Keylogging software used by hackers presents an increased security risk to small businesses. As a Business Attorney Clearwater FL I can’t emphasize to my clients enough of how vigilant they need to me. This software records keystrokes on your keyboard and is used by hackers to obtain banking credentials to transfer money out of bank accounts. A sophisticated network of hackers that non-technical accounting people in a small business would not know they are up against are usually behind this security threat. This goes far beyond controlling spam and viruses on your office computer.
Banks on the other hand have much more sophisticated security systems and procedures to help prevent electronic theft of your money. Banks have back-end systems that identify transactions that are out of the ordinary. You may have taken a call from your credit card company to confirm whether suspicious activity was authorized and intended. For consumers, banks carry the liability for such unauthorized transactions that cause you loss.

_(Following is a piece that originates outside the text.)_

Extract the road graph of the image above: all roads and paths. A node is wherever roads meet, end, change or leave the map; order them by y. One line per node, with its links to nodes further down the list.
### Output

This is not the case for businesses and corporations. A bank can avoid civil liability for commercial transactions under the Uniform Commercial Code, or UCC, so long as they use a “commercially reasonable” method to authenticate their business customers. The fine print in commercial account service agreements simply provides that the bank must follow their standard security protocol to satisfy the duties owed to the account holder. If they do, you can’t sue. Contact your Business Attorney Clearwater FL if you think you have a problem.
However, like all technology today’s security processes quickly become obsolete. So as hackers up their game, standard bank protocols may no longer be sufficient. In a federal case that dealt with exactly this problem, the First Circuit ruled in favor of a business reversing a lower court and finding liability where none previously would have been found.

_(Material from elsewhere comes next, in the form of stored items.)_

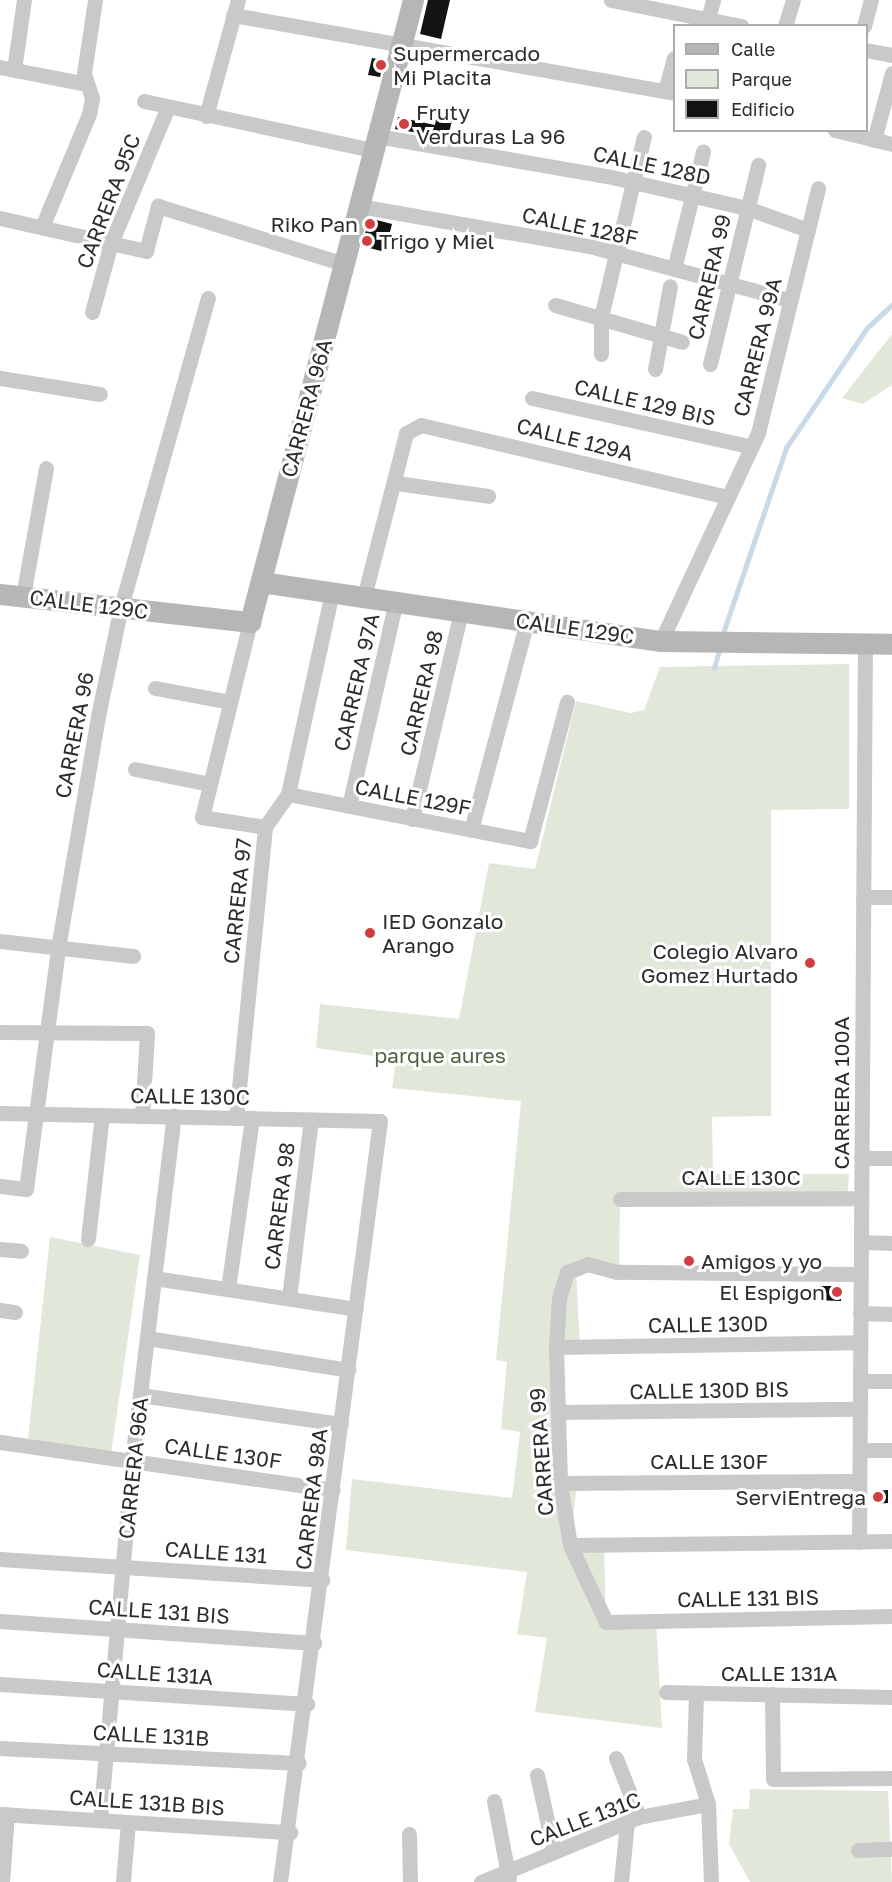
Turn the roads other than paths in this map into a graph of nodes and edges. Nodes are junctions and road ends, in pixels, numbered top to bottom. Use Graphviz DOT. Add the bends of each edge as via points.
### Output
graph roads {
  1 [pos="24,0"];
  2 [pos="95,0"];
  3 [pos="238,0"];
  4 [pos="413,0"];
  5 [pos="611,0"];
  6 [pos="714,0"];
  7 [pos="793,0"];
  8 [pos="871,0"];
  9 [pos="233,15"];
  10 [pos="708,19"];
  11 [pos="685,20"];
  12 [pos="732,24"];
  13 [pos="786,24"];
  14 [pos="865,24"];
  15 [pos="401,44"];
  16 [pos="868,50"];
  17 [pos="892,55"];
  18 [pos="7,68"];
  19 [pos="673,72"];
  20 [pos="892,73"];
  21 [pos="87,84"];
  22 [pos="670,92"];
  23 [pos="144,101"];
  24 [pos="168,107"];
  25 [pos="206,116"];
  26 [pos="843,132"];
  27 [pos="644,137"];
  28 [pos="874,140"];
  29 [pos="375,143"];
  30 [pos="892,144"];
  31 [pos="704,152"];
  32 [pos="759,165"];
  33 [pos="636,183"];
  34 [pos="818,188"];
  35 [pos="692,195"];
  36 [pos="359,206"];
  37 [pos="747,208"];
  38 [pos="0,218"];
  39 [pos="42,227"];
  40 [pos="808,230"];
  41 [pos="111,243"];
  42 [pos="615,253"];
  43 [pos="344,264"];
  44 [pos="674,269"];
  45 [pos="732,285"];
  46 [pos="670,286"];
  47 [pos="208,298"];
  48 [pos="790,300"];
  49 [pos="555,306"];
  50 [pos="92,312"];
  51 [pos="601,317"];
  52 [pos="657,336"];
  53 [pos="682,342"];
  54 [pos="601,354"];
  55 [pos="710,364"];
  56 [pos="655,369"];
  57 [pos="0,378"];
  58 [pos="100,394"];
  59 [pos="532,398"];
  60 [pos="749,446"];
  61 [pos="46,468"];
  62 [pos="396,483"];
  63 [pos="488,496"];
  64 [pos="728,497"];
  65 [pos="261,582"];
  66 [pos="332,592"];
  67 [pos="0,595"];
  68 [pos="23,596"];
  69 [pos="364,597"];
  70 [pos="396,602"];
  71 [pos="121,607"];
  72 [pos="461,611"];
  73 [pos="527,621"];
  74 [pos="250,622"];
  75 [pos="661,641"];
  76 [pos="865,644"];
  77 [pos="892,644"];
  78 [pos="155,688"];
  79 [pos="230,702"];
  80 [pos="567,702"];
  81 [pos="135,769"];
  82 [pos="210,784"];
  83 [pos="288,794"];
  84 [pos="349,806"];
  85 [pos="412,819"];
  86 [pos="265,827"];
  87 [pos="471,830"];
  88 [pos="863,897"];
  89 [pos="892,897"];
  90 [pos="0,942"];
  91 [pos="58,948"];
  92 [pos="132,956"];
  93 [pos="0,1032"];
  94 [pos="47,1032"];
  95 [pos="0,1113"];
  96 [pos="37,1114"];
  97 [pos="102,1115"];
  98 [pos="142,1116"];
  99 [pos="174,1116"];
  100 [pos="236,1118"];
  101 [pos="252,1118"];
  102 [pos="311,1119"];
  103 [pos="380,1121"];
  104 [pos="861,1158"];
  105 [pos="892,1158"];
  106 [pos="0,1186"];
  107 [pos="861,1198"];
  108 [pos="620,1199"];
  109 [pos="87,1239"];
  110 [pos="861,1242"];
  111 [pos="892,1243"];
  112 [pos="0,1249"];
  113 [pos="21,1251"];
  114 [pos="861,1274"];
  115 [pos="154,1278"];
  116 [pos="228,1289"];
  117 [pos="289,1298"];
  118 [pos="356,1309"];
  119 [pos="860,1313"];
  120 [pos="892,1314"];
  121 [pos="147,1338"];
  122 [pos="860,1342"];
  123 [pos="556,1347"];
  124 [pos="348,1370"];
  125 [pos="860,1381"];
  126 [pos="892,1381"];
  127 [pos="140,1395"];
  128 [pos="860,1409"];
  129 [pos="558,1412"];
  130 [pos="341,1424"];
  131 [pos="0,1442"];
  132 [pos="860,1450"];
  133 [pos="892,1450"];
  134 [pos="132,1461"];
  135 [pos="859,1481"];
  136 [pos="560,1483"];
  137 [pos="333,1490"];
  138 [pos="892,1541"];
  139 [pos="859,1542"];
  140 [pos="570,1545"];
  141 [pos="0,1559"];
  142 [pos="123,1567"];
  143 [pos="322,1580"];
  144 [pos="892,1616"];
  145 [pos="0,1621"];
  146 [pos="606,1623"];
  147 [pos="117,1629"];
  148 [pos="314,1643"];
  149 [pos="0,1684"];
  150 [pos="112,1691"];
  151 [pos="666,1692"];
  152 [pos="696,1694"];
  153 [pos="772,1694"];
  154 [pos="892,1696"];
  155 [pos="307,1704"];
  156 [pos="0,1748"];
  157 [pos="106,1753"];
  158 [pos="616,1758"];
  159 [pos="299,1763"];
  160 [pos="537,1775"];
  161 [pos="892,1778"];
  162 [pos="494,1801"];
  163 [pos="708,1803"];
  164 [pos="4,1814"];
  165 [pos="100,1820"];
  166 [pos="633,1820"];
  167 [pos="128,1822"];
  168 [pos="290,1832"];
  169 [pos="409,1834"];
  170 [pos="892,1849"];
  171 [pos="858,1850"];
  172 [pos="554,1852"];
  173 [pos="509,1877"];
  174 [pos="3,1882"];
  175 [pos="123,1882"];
  176 [pos="280,1882"];
  177 [pos="410,1882"];
  178 [pos="481,1882"];
  179 [pos="621,1882"];
  180 [pos="711,1882"];
  1 -- 18 [label="street"];
  2 -- 21 [label="street" via="84,63"];
  3 -- 9 [label="street"];
  4 -- 15 [label="street, CARRERA 96A"];
  5 -- 11 [label="street"];
  6 -- 10 [label="street"];
  7 -- 13 [label="street"];
  8 -- 14 [label="street"];
  9 -- 15 [label="street"];
  9 -- 25 [label="street"];
  10 -- 11 [label="street"];
  10 -- 12 [label="street"];
  15 -- 22 [label="street"];
  15 -- 29 [label="street, CARRERA 96A"];
  16 -- 17 [label="street"];
  18 -- 21 [label="street"];
  19 -- 22 [label="street"];
  20 -- 28 [label="street"];
  21 -- 39 [label="street" via="92,98 89,114"];
  23 -- 24 [label="street, CALLE 128D"];
  24 -- 25 [label="street, CALLE 128D"];
  24 -- 41 [label="street, CARRERA 95C"];
  25 -- 29 [label="street, CALLE 128D"];
  26 -- 28 [label="street"];
  27 -- 33 [label="street"];
  28 -- 30 [label="street"];
  29 -- 33 [label="street, CALLE 128D"];
  29 -- 36 [label="street, CARRERA 96A"];
  31 -- 35 [label="street"];
  32 -- 37 [label="street, CARRERA 99"];
  33 -- 35 [label="street, CALLE 128D"];
  33 -- 42 [label="street"];
  34 -- 40 [label="street, CARRERA 99A"];
  35 -- 37 [label="street, CALLE 128D"];
  35 -- 44 [label="street"];
  36 -- 42 [label="street, CALLE 128F"];
  36 -- 43 [label="street, CARRERA 96A"];
  37 -- 40 [label="street, CALLE 128D"];
  37 -- 45 [label="street, CARRERA 99"];
  38 -- 39 [label="street"];
  39 -- 41 [label="street"];
  40 -- 48 [label="street, CARRERA 99A"];
  41 -- 43 [label="street" via="146,251 158,206"];
  41 -- 50 [label="street, CARRERA 95C"];
  42 -- 44 [label="street, CALLE 128F"];
  42 -- 51 [label="street"];
  43 -- 65 [label="street, CARRERA 96A"];
  44 -- 45 [label="street, CALLE 128F"];
  45 -- 48 [label="street, CALLE 128F"];
  45 -- 55 [label="street, CARRERA 99"];
  46 -- 52 [label="street"];
  47 -- 71 [label="street, CARRERA 96"];
  48 -- 60 [label="street, CARRERA 99A" via="758,433"];
  49 -- 51 [label="street"];
  51 -- 52 [label="street"];
  51 -- 54 [label="street"];
  52 -- 53 [label="street"];
  52 -- 56 [label="street"];
  57 -- 58 [label="street"];
  59 -- 60 [label="street, CALLE 129 BIS"];
  60 -- 64 [label="street, CARRERA 99A"];
  61 -- 68 [label="street"];
  62 -- 63 [label="street"];
  62 -- 64 [label="street, CALLE 129A" via="406,433 413,427 433,426"];
  62 -- 69 [label="street"];
  64 -- 75 [label="street, CARRERA 99A"];
  65 -- 66 [label="street, CALLE 129C"];
  65 -- 74 [label="street, CARRERA 96A"];
  66 -- 69 [label="street, CALLE 129C"];
  66 -- 83 [label="street, CARRERA 97"];
  67 -- 68 [label="street, CALLE 129C"];
  68 -- 71 [label="street, CALLE 129C"];
  69 -- 70 [label="street, CALLE 129C"];
  70 -- 72 [label="street, CALLE 129C"];
  70 -- 84 [label="street, CARRERA 97A"];
  71 -- 74 [label="street, CALLE 129C"];
  71 -- 91 [label="street, CARRERA 96"];
  72 -- 73 [label="street, CALLE 129C"];
  72 -- 85 [label="street, CARRERA 98"];
  73 -- 75 [label="street, CALLE 129C"];
  73 -- 87 [label="street"];
  74 -- 79 [label="street, CARRERA 96A"];
  75 -- 76 [label="street, CALLE 129C"];
  76 -- 77 [label="street, CALLE 129C"];
  76 -- 88 [label="street, CARRERA 100A"];
  78 -- 79 [label="street"];
  79 -- 82 [label="street, CARRERA 96A"];
  80 -- 87 [label="street, CALLE 129F" via="530,841"];
  81 -- 82 [label="street"];
  82 -- 86 [label="street, CARRERA 96A" via="202,817"];
  83 -- 84 [label="street, CALLE 129F"];
  83 -- 86 [label="street, CARRERA 97"];
  84 -- 85 [label="street, CALLE 129F"];
  85 -- 87 [label="street, CALLE 129F"];
  86 -- 100 [label="street, CARRERA 97"];
  88 -- 89 [label="street"];
  88 -- 104 [label="street, CARRERA 100A"];
  90 -- 91 [label="street"];
  91 -- 92 [label="street"];
  91 -- 94 [label="street, CARRERA 96"];
  93 -- 94 [label="street"];
  94 -- 96 [label="street, CARRERA 96"];
  94 -- 98 [label="street" via="147,1033"];
  95 -- 96 [label="street, CALLE 130C"];
  96 -- 97 [label="street, CALLE 130C"];
  96 -- 106 [label="street, CARRERA 96" via="26,1189"];
  97 -- 98 [label="street, CALLE 130C"];
  97 -- 109 [label="street"];
  98 -- 99 [label="street, CALLE 130C"];
  99 -- 100 [label="street, CALLE 130C"];
  99 -- 115 [label="street, CARRERA 96A"];
  100 -- 101 [label="street, CALLE 130C"];
  101 -- 102 [label="street, CALLE 130C"];
  101 -- 116 [label="street"];
  102 -- 103 [label="street, CALLE 130C"];
  102 -- 117 [label="street, CARRERA 98"];
  103 -- 118 [label="street, CARRERA 98A"];
  104 -- 105 [label="street"];
  104 -- 107 [label="street, CARRERA 100A"];
  107 -- 108 [label="street, CALLE 130C"];
  107 -- 110 [label="street, CARRERA 100A"];
  110 -- 111 [label="street"];
  110 -- 114 [label="street, CARRERA 100A"];
  112 -- 113 [label="street"];
  114 -- 119 [label="street, CARRERA 100A"];
  114 -- 123 [label="street, CARRERA 99" via="617,1272 588,1264 567,1272 559,1299"];
  115 -- 116 [label="street"];
  115 -- 121 [label="street, CARRERA 96A"];
  116 -- 117 [label="street"];
  117 -- 118 [label="street"];
  118 -- 124 [label="street, CARRERA 98A"];
  119 -- 120 [label="street"];
  119 -- 122 [label="street, CARRERA 100A"];
  121 -- 124 [label="street"];
  121 -- 127 [label="street, CARRERA 96A"];
  122 -- 123 [label="street, CALLE 130D"];
  122 -- 125 [label="street, CARRERA 100A"];
  123 -- 129 [label="street, CARRERA 99"];
  124 -- 130 [label="street, CARRERA 98A"];
  125 -- 126 [label="street"];
  125 -- 128 [label="street, CARRERA 100A"];
  127 -- 130 [label="street"];
  127 -- 134 [label="street, CARRERA 96A"];
  128 -- 129 [label="street, CALLE 130D BIS"];
  128 -- 132 [label="street, CARRERA 100A"];
  129 -- 136 [label="street, CARRERA 99"];
  130 -- 137 [label="street, CARRERA 98A"];
  131 -- 134 [label="street, CALLE 130F"];
  132 -- 133 [label="street"];
  132 -- 135 [label="street, CARRERA 100A"];
  134 -- 137 [label="street, CALLE 130F"];
  134 -- 142 [label="street, CARRERA 96A"];
  135 -- 136 [label="street, CALLE 130F"];
  135 -- 139 [label="street, CARRERA 100A"];
  136 -- 140 [label="street, CARRERA 99"];
  137 -- 143 [label="street, CARRERA 98A"];
  138 -- 139 [label="street"];
  139 -- 140 [label="street"];
  140 -- 146 [label="street, CARRERA 99"];
  141 -- 142 [label="street, CALLE 131"];
  142 -- 143 [label="street, CALLE 131"];
  142 -- 147 [label="street, CARRERA 96A"];
  143 -- 148 [label="street, CARRERA 98A"];
  144 -- 146 [label="street, CALLE 131 BIS"];
  145 -- 147 [label="street, CALLE 131 BIS"];
  147 -- 148 [label="street, CALLE 131 BIS"];
  147 -- 150 [label="street, CARRERA 96A"];
  148 -- 155 [label="street, CARRERA 98A"];
  149 -- 150 [label="street, CALLE 131A"];
  150 -- 155 [label="street, CALLE 131A"];
  150 -- 157 [label="street, CARRERA 96A"];
  151 -- 152 [label="street, CALLE 131A"];
  152 -- 153 [label="street, CALLE 131A"];
  152 -- 163 [label="street" via="693,1759"];
  153 -- 154 [label="street, CALLE 131A"];
  153 -- 161 [label="street" via="773,1779"];
  155 -- 159 [label="street, CARRERA 98A"];
  156 -- 157 [label="street, CALLE 131B"];
  157 -- 159 [label="street, CALLE 131B"];
  157 -- 165 [label="street, CARRERA 96A"];
  158 -- 166 [label="street"];
  159 -- 168 [label="street, CARRERA 98A"];
  160 -- 172 [label="street"];
  162 -- 173 [label="street"];
  163 -- 166 [label="street, CALLE 131C"];
  163 -- 180 [label="street"];
  164 -- 165 [label="street, CALLE 131B BIS"];
  164 -- 174 [label="street"];
  165 -- 167 [label="street, CALLE 131B BIS"];
  166 -- 172 [label="street, CALLE 131C"];
  166 -- 179 [label="street"];
  167 -- 168 [label="street, CALLE 131B BIS"];
  167 -- 175 [label="street"];
  168 -- 176 [label="street, CARRERA 98A"];
  169 -- 177 [label="street"];
  170 -- 171 [label="street"];
  172 -- 173 [label="street, CALLE 131C"];
  173 -- 178 [label="street, CALLE 131C"];
}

Business Attorney Clearwater FL Case Review
The case is Patco Construction Company vs. Ocean Bank wherein Patco was a victim of keylogger hackers. Over a week, Ocean Bank, a southern Maine community bank, cleared six fraudulent withdrawals totaling $588,851.26 from Patco’s account. The hackers correctly answered Patco’s unique security questions having obtained the answers from keylogging software after hacking into Patco’s computers. The bank’s security system flagged each of the transactions as unusual because they were inconsistent with the timing, value, and geographic location of Patco’s regular payments. Still, neither the bank nor its security system software notified Patco.
It follows that banks are no longer likely to play a passive role in applying their security controls for business clients. Further, what is reasonable in use and extent of security systems will continue to be a moving target as technology advances. As a result, Florida commercial litigation in this area of business law will likely grow. If you have any questions, please call Business Attorney Clearwater FL Nickolas Ekonomides.